To say that the criteria are inconsistent would be an understatement.

If the committee wanted to stay consistent with this, they should have elected Penn State, who also defeated the Buckeyes previously in the season, to the playoff instead of Ohio State. Penn State is, correction was, one of the hottest teams — they actually haven’t lost since the Michigan game — and would have put up a hell of a fight with whoever they would have played.

Meanwhile, Ohio State did not look like a playoff team this year. They had close games with Michigan State (3-9) and Northwestern (7-6) and looked shaky during those two contests. Had MSU not put the ball in the hands of Tyler O’Connor for the two-point try at the end of the game, OSU very well could have lost that game. The Buckeyes clearly were not playoff ready.

If you take OSU out of the playoff and put in a more deserving team, Penn State, perhaps it would have been a completely different semifinal. If not a different result, my guess would have been the game would have been a much better product. The committee needs to establish a system of how they go about making the rankings each week. It’s been quite chaotic since it was created and it needs to live and die by rules that they set in stone.

The other thing you can blame is the system.

A playoff system with four teams just isn’t cutting it. The fact that players like Leonard Fournette and Christian McCaffrey are skipping out on their bowl games to prep for the NFL proves how meaningless non-prestigious bowl games are. The NCAA probably doesn’t like that, so giving more teams a shot at the title will eliminate some of this. Eight teams would be the answer.

Had this been this way this season, the playoff would (probably) look something like this:

  1. Alabama vs. 8. USC
  2. Clemson vs. 7. Michigan
  3. Penn State vs. 6. Ohio State
  4. Washington vs. 5. Oklahoma

These rankings look different, but the top five are the conference champions. The three other teams — Michigan, Ohio State and USC — are clearly the three other best teams in the country. There may not be a blowout game here at all, so that aspect would be eliminated. And at some point, there will be guys on these teams that have the NFL in mind that would put that on hold, eliminating that complaint. These would be fantastic games, which would result in ratings, which would then result in a lot of dollar bills.

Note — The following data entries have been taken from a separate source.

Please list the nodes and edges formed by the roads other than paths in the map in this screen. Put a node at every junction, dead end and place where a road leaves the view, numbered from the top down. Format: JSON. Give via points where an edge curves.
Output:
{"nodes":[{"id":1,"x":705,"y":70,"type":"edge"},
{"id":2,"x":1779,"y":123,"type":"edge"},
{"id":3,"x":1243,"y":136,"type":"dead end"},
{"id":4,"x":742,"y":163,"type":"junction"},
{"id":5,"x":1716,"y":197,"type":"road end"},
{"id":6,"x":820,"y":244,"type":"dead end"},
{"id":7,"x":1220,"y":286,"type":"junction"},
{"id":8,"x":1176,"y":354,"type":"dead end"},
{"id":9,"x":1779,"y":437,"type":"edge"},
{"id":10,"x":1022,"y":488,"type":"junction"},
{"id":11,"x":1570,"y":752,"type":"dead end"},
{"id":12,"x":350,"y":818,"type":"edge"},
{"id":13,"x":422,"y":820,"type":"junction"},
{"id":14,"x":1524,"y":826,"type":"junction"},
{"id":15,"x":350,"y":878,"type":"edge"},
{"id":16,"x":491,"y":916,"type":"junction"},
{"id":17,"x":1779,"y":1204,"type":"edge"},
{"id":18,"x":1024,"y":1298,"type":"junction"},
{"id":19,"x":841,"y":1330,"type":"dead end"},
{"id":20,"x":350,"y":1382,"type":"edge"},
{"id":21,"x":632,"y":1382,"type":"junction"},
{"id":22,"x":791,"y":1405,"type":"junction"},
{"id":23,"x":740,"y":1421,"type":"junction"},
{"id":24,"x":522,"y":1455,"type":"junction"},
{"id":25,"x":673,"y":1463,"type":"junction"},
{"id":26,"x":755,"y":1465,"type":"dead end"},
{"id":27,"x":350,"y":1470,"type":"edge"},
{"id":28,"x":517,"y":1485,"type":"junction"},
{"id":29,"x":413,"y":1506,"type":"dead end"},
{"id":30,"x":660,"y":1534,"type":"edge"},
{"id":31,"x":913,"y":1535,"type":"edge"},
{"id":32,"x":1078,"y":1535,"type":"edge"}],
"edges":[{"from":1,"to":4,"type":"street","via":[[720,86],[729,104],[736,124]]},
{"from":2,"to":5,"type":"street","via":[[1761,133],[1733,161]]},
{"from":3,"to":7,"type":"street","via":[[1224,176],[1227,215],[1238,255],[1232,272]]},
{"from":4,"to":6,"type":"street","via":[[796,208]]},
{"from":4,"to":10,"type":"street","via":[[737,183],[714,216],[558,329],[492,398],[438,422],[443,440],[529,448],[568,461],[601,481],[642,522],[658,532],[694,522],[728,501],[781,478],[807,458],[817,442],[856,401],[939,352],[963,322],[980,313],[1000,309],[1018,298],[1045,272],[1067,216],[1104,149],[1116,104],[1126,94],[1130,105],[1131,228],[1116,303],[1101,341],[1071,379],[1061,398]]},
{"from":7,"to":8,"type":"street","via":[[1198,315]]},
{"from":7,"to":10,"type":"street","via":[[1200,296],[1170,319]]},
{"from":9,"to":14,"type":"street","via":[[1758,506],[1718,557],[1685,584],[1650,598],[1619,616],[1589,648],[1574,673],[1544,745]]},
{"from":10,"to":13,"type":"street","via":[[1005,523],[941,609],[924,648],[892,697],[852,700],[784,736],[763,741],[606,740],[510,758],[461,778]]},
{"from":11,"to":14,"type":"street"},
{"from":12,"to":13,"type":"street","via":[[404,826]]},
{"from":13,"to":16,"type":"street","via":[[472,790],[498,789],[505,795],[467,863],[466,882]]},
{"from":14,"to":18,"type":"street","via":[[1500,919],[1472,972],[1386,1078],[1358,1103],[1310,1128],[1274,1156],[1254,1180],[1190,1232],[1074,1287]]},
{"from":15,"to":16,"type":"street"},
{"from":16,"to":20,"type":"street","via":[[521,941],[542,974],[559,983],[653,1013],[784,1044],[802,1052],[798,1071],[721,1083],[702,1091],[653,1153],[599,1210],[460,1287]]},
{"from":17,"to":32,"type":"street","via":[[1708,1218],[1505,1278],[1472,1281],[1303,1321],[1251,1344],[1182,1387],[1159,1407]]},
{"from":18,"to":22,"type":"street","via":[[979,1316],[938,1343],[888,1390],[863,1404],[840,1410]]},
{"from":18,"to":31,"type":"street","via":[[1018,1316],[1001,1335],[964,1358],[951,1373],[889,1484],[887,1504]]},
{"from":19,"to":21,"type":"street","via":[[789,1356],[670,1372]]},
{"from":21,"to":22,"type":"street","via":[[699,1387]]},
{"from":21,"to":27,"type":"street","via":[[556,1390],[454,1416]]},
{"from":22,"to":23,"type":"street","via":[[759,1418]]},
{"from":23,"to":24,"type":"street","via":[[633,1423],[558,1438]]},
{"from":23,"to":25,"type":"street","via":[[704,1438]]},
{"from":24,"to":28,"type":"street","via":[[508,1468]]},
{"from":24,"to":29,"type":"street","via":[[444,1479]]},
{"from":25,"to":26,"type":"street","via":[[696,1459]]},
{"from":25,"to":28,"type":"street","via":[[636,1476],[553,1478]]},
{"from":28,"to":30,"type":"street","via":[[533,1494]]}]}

Sounds like everybody is a big winner.

Lastly, the NCAA needs to move these playoff games from New Year’s Eve to some other day. Whether it’s before or after New Year’s Eve, but people have New Year’s Eve plans and parties to get to. The playoff should be appointment viewing instead of becoming a holiday sidebar.

The 2016 championship is going to be a heck of a game with a rematch between Alabama and Clemson. But the entire package the playoffs offer could be enhanced. The College Football Playoff decision makers have a lot to think about moving forward.